[Given data Boundary: Start]

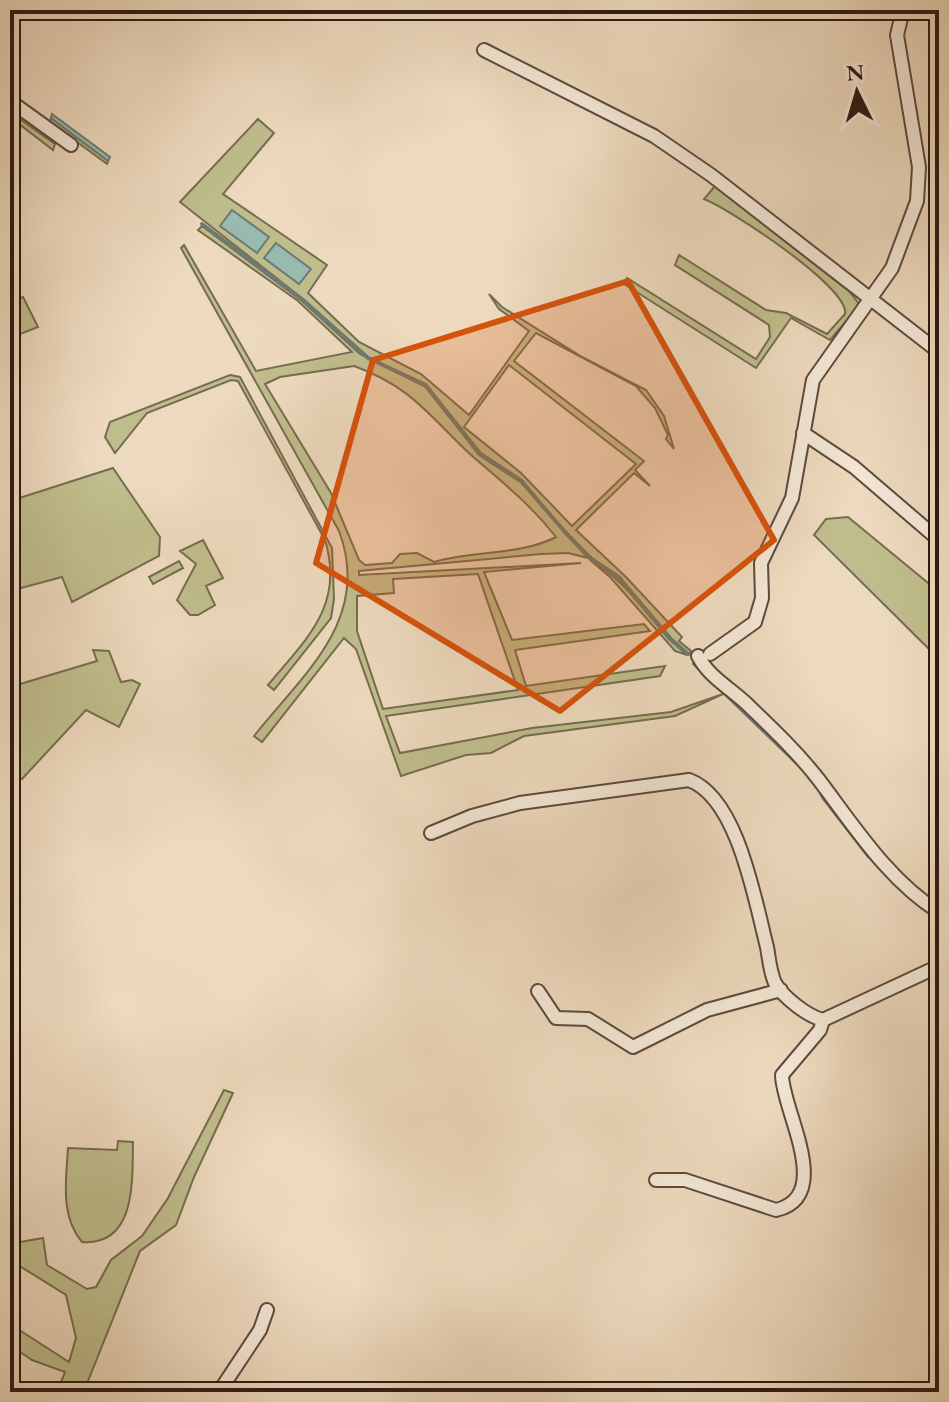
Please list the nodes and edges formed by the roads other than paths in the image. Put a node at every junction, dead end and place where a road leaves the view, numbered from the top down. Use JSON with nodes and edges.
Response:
{"nodes":[{"id":1,"x":903,"y":10,"type":"edge"},
{"id":2,"x":484,"y":50,"type":"dead end"},
{"id":3,"x":10,"y":101,"type":"edge"},
{"id":4,"x":71,"y":145,"type":"dead end"},
{"id":5,"x":872,"y":297,"type":"junction"},
{"id":6,"x":939,"y":352,"type":"edge"},
{"id":7,"x":803,"y":433,"type":"junction"},
{"id":8,"x":939,"y":540,"type":"edge"},
{"id":9,"x":431,"y":833,"type":"dead end"},
{"id":10,"x":939,"y":912,"type":"edge"},
{"id":11,"x":939,"y":966,"type":"edge"},
{"id":12,"x":781,"y":990,"type":"junction"},
{"id":13,"x":538,"y":991,"type":"dead end"},
{"id":14,"x":823,"y":1020,"type":"junction"},
{"id":15,"x":656,"y":1180,"type":"dead end"},
{"id":16,"x":267,"y":1310,"type":"dead end"},
{"id":17,"x":219,"y":1392,"type":"edge"}],
"edges":[{"from":1,"to":5,"type":"street"},
{"from":2,"to":5,"type":"street"},
{"from":3,"to":4,"type":"street"},
{"from":5,"to":6,"type":"street"},
{"from":5,"to":7,"type":"street"},
{"from":7,"to":8,"type":"street"},
{"from":7,"to":10,"type":"street"},
{"from":9,"to":12,"type":"street"},
{"from":11,"to":14,"type":"street"},
{"from":12,"to":13,"type":"street"},
{"from":12,"to":14,"type":"street"},
{"from":14,"to":15,"type":"street"},
{"from":16,"to":17,"type":"street"}]}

[Given data Boundary: End]

To do >>
Skip the pictures and output all entries exactly.

Output below >>
Please list the nodes and edges formed by the roads other than paths in the image. Put a node at every junction, dead end and place where a road leaves the view, numbered from the top down. Use JSON with nodes and edges.
Response:
{"nodes":[{"id":1,"x":903,"y":10,"type":"edge"},
{"id":2,"x":484,"y":50,"type":"dead end"},
{"id":3,"x":10,"y":101,"type":"edge"},
{"id":4,"x":71,"y":145,"type":"dead end"},
{"id":5,"x":872,"y":297,"type":"junction"},
{"id":6,"x":939,"y":352,"type":"edge"},
{"id":7,"x":803,"y":433,"type":"junction"},
{"id":8,"x":939,"y":540,"type":"edge"},
{"id":9,"x":431,"y":833,"type":"dead end"},
{"id":10,"x":939,"y":912,"type":"edge"},
{"id":11,"x":939,"y":966,"type":"edge"},
{"id":12,"x":781,"y":990,"type":"junction"},
{"id":13,"x":538,"y":991,"type":"dead end"},
{"id":14,"x":823,"y":1020,"type":"junction"},
{"id":15,"x":656,"y":1180,"type":"dead end"},
{"id":16,"x":267,"y":1310,"type":"dead end"},
{"id":17,"x":219,"y":1392,"type":"edge"}],
"edges":[{"from":1,"to":5,"type":"street"},
{"from":2,"to":5,"type":"street"},
{"from":3,"to":4,"type":"street"},
{"from":5,"to":6,"type":"street"},
{"from":5,"to":7,"type":"street"},
{"from":7,"to":8,"type":"street"},
{"from":7,"to":10,"type":"street"},
{"from":9,"to":12,"type":"street"},
{"from":11,"to":14,"type":"street"},
{"from":12,"to":13,"type":"street"},
{"from":12,"to":14,"type":"street"},
{"from":14,"to":15,"type":"street"},
{"from":16,"to":17,"type":"street"}]}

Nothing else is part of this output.